A primeira metade dos anos 1990 configurou-se como um dos momentos de maior mudança em termos museográficos, optando-se definitivamente por reunir a pintura e a escultura de origem flamenga no segundo piso do Museu e as coleções de origem portuguesa e de outras origens no primeiro piso do museu. Em cada um dos pisos, as coleções organizaram-se numa narrativa coerente, em termos historiográficos, cronológicos e tipológicos, favorecendo, aqui e ali, os diálogos entre diferentes tipologias.

A configuração então definida para a arte flamenga manteve-se, até hoje, com pouquíssimas alterações, inclusive ao nível de luminotecnia.

O presente projecto estabelece continuidade com o projeto museográfico anterior, procurando melhorar as condições em que a peças são expostas atendendo às necessidades e boas práticas de conservação e visando melhorar a qualidade da experiência proporcionada aos diferentes públicos que visitam o MASF.

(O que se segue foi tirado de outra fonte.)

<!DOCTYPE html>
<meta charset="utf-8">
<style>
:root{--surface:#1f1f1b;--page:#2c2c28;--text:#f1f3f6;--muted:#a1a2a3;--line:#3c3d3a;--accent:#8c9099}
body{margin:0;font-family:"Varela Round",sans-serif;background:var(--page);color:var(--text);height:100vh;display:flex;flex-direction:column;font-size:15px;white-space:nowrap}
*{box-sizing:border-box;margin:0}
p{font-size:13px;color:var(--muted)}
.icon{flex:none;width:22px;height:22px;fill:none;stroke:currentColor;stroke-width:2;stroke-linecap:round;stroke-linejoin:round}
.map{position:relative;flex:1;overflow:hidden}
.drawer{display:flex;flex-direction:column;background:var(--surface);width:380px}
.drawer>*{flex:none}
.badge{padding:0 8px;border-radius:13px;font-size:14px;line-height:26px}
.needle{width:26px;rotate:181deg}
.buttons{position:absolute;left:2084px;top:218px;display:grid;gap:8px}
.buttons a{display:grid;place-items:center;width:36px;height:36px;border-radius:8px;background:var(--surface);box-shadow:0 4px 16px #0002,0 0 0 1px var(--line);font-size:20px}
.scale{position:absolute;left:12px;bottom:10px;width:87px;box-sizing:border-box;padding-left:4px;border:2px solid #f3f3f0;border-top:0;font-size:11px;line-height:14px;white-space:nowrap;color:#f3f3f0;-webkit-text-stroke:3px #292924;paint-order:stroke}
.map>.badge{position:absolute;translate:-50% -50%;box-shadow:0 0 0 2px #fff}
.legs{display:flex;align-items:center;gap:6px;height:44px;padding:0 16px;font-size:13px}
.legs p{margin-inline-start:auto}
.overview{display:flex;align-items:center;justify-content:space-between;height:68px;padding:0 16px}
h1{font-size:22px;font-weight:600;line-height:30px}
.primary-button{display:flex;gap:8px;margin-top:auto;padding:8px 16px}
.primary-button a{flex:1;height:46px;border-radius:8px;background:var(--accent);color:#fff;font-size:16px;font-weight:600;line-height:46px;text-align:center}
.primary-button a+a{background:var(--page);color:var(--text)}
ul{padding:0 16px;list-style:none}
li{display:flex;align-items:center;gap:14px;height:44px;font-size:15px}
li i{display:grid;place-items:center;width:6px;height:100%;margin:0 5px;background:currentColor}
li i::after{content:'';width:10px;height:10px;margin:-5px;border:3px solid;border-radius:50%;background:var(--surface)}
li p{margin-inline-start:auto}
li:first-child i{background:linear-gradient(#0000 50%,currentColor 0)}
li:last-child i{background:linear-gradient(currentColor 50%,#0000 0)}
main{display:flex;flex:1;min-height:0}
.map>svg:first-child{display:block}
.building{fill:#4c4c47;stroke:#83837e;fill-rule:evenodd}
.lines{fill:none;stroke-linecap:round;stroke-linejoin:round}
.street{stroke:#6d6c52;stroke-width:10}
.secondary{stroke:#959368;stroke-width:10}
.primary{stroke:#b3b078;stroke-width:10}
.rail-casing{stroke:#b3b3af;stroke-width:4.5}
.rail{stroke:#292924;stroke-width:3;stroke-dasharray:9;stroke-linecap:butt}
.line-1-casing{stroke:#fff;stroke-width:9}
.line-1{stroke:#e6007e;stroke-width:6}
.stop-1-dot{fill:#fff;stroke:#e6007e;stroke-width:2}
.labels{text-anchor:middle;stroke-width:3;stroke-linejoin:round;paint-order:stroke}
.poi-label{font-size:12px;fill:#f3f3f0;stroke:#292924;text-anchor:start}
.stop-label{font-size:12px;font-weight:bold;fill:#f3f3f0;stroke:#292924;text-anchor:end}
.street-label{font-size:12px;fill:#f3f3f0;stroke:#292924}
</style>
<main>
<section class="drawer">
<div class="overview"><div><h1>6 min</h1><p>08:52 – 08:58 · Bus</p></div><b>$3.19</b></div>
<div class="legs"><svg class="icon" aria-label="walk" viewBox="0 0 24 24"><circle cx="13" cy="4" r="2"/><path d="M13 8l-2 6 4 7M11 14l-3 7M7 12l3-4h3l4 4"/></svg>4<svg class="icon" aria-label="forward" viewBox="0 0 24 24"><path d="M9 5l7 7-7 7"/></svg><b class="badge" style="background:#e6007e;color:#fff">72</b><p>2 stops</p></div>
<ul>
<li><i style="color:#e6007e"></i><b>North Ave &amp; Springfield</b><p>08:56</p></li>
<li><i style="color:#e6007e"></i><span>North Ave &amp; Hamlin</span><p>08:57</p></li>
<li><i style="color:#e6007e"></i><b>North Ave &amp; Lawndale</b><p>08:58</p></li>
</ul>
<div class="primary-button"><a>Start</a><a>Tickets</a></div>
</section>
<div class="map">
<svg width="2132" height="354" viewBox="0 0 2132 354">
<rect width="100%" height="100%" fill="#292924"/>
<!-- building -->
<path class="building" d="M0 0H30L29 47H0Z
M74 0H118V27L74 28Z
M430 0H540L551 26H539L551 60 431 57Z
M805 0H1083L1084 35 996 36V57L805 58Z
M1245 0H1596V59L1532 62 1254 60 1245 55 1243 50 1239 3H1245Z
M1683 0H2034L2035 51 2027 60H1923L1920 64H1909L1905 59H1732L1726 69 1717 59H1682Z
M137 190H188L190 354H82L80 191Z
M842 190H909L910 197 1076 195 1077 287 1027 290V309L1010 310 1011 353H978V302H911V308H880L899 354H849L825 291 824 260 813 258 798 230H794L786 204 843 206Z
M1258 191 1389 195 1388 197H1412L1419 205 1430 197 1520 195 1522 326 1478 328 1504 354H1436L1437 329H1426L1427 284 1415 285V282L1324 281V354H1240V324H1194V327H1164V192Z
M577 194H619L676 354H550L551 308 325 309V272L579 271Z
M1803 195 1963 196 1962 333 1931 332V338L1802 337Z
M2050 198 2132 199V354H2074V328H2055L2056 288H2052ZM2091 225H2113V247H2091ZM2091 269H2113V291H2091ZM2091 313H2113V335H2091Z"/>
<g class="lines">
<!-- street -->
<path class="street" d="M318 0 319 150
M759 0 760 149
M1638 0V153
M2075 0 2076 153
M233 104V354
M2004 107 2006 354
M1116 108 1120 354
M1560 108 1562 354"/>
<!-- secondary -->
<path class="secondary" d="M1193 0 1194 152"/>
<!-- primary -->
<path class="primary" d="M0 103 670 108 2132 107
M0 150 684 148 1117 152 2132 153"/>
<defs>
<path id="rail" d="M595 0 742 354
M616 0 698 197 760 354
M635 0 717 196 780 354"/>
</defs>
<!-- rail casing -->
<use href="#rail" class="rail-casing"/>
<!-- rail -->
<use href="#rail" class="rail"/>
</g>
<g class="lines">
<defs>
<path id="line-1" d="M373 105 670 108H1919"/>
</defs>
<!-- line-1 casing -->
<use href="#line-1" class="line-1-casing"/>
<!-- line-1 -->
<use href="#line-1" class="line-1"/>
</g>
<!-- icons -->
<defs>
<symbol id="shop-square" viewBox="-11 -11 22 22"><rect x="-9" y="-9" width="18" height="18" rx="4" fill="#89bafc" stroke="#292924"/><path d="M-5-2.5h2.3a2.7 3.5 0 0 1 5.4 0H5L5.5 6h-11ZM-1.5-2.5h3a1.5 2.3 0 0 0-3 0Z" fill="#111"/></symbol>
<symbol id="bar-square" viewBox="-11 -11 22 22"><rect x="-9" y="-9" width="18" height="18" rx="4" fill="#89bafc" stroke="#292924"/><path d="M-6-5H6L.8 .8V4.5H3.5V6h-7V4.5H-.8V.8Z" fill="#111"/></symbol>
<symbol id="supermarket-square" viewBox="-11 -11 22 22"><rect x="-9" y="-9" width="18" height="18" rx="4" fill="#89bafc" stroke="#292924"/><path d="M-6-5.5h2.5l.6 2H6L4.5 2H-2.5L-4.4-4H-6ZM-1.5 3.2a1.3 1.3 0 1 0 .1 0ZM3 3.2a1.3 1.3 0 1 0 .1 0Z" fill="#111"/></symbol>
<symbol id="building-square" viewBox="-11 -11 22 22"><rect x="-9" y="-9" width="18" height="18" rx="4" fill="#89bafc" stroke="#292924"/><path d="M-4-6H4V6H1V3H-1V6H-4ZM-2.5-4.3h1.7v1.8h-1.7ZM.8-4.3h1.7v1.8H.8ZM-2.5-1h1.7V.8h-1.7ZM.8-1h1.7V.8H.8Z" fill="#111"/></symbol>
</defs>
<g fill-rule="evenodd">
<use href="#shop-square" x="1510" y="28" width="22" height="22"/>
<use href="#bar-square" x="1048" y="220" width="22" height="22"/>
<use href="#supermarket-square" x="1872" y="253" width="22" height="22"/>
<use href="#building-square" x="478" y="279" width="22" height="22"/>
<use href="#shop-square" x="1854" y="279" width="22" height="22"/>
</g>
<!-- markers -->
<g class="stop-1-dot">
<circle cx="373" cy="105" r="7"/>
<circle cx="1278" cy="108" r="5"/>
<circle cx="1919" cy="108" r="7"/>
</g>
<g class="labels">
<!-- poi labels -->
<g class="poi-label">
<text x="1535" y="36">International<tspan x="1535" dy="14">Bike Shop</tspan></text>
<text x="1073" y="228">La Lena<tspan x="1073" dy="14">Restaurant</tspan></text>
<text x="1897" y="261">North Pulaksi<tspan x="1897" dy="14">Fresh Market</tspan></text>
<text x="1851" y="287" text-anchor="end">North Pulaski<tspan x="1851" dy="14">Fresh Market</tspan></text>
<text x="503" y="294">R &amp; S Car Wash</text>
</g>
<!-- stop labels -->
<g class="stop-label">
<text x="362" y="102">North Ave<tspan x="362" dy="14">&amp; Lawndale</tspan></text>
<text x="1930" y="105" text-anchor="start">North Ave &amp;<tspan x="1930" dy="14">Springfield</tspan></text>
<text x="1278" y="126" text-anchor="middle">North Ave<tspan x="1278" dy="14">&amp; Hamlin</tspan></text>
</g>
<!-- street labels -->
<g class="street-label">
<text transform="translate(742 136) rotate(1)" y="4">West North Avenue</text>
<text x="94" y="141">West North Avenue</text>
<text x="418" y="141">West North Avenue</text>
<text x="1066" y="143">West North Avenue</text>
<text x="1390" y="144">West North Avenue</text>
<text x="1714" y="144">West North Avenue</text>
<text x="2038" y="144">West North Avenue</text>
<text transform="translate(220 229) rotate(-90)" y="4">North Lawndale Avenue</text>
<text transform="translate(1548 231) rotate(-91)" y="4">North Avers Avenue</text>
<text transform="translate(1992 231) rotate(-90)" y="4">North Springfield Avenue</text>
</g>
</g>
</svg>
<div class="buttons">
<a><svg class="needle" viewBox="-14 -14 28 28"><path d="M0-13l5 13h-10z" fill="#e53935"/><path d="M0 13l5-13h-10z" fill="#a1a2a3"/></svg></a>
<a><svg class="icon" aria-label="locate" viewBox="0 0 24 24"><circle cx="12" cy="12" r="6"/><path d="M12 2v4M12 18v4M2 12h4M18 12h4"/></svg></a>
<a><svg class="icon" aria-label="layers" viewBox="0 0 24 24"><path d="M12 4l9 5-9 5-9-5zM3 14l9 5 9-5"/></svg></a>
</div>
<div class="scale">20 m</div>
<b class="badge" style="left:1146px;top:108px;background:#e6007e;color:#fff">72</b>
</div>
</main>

Um museu é um espaço vivo e dinâmico, que se quer aberto a todos, pelo que o futuro se abre em desafios, sobretudo a nível da conservação preventiva, no que respeita o controlo ambiental e, muito particularmente, da acessibilidade e inclusão.

Um museu é um lugar de estudo, preservação, fruição, aprendizagem, reflexão e diálogo, um lugar que nos pertence. A todos.

“O MASF quer assumir-se, cada vez mais como um espaço museológico de referência na Região Autónoma da Madeira, um lugar onde a cultura se encontra com a ciência e a fé e são felizes”, assegura-se.

Na edição de 2023 do Programa de Apoio a Museus da Rede Portuguesa de Museus – ProMuseus 2023 foram aprovados para financiamento 40 projectos de 40 museus em todo o país, no valor total de 1.684.031,33 euros, cuja comparticipação da DGPC é de 997.854,31 euros, a atribuir de forma repartida em 2023 e em 2024.

O Museu de Arte Sacra do Funchal foi um dos dois museus madeirenses distinguidos no processo de candidaturas, sendo apoiado com um total de 29 783,52 €, correspondestes a 60% do custo total do projecto.

O MASF já havia sido apoiado nas outras edições deste concurso: em 2019 com o projeto MASF mais acessível que visou a revisão da sinaléctica de direcção e de localização do MASF e a integração de rampas para acessibilidade física no piso 0; e em 2021 com o projecto MASF.pt que visou a criação de um novo sítio online para o Museu, sendo de realçar que este último contou ainda com o apoio do Município do Funchal, através do seu programa de apoio a actividades de interesse cultural.